**Goal of the exercise:** Count the lines containing "they" in the entries underneath, and state that count without anything else.

[Start of section]

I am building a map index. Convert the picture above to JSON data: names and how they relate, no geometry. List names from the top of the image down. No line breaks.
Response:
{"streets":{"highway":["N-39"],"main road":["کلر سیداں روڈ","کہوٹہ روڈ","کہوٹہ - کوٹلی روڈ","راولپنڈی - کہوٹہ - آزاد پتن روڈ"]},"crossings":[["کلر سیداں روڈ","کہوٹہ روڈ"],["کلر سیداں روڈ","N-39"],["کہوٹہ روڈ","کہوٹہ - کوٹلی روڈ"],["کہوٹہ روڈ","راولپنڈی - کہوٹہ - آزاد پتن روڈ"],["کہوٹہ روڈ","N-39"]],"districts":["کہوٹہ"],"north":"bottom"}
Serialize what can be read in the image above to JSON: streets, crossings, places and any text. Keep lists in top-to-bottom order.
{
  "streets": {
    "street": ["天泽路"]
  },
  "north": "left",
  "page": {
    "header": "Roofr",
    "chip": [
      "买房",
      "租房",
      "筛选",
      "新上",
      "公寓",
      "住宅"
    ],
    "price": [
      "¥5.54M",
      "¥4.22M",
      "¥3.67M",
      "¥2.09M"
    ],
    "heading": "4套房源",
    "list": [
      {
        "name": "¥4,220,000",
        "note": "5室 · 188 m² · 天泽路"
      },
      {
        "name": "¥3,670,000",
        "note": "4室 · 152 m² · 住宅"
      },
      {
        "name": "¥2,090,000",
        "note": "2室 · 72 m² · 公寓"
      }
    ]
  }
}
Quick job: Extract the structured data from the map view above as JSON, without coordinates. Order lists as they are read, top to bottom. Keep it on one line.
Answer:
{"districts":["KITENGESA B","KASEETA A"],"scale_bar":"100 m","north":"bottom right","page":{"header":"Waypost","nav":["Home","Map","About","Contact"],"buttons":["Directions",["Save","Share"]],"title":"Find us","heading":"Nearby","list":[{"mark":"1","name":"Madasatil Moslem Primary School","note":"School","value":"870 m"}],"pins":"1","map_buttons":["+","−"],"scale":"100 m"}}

[End of section]

**Exercise answer:** 2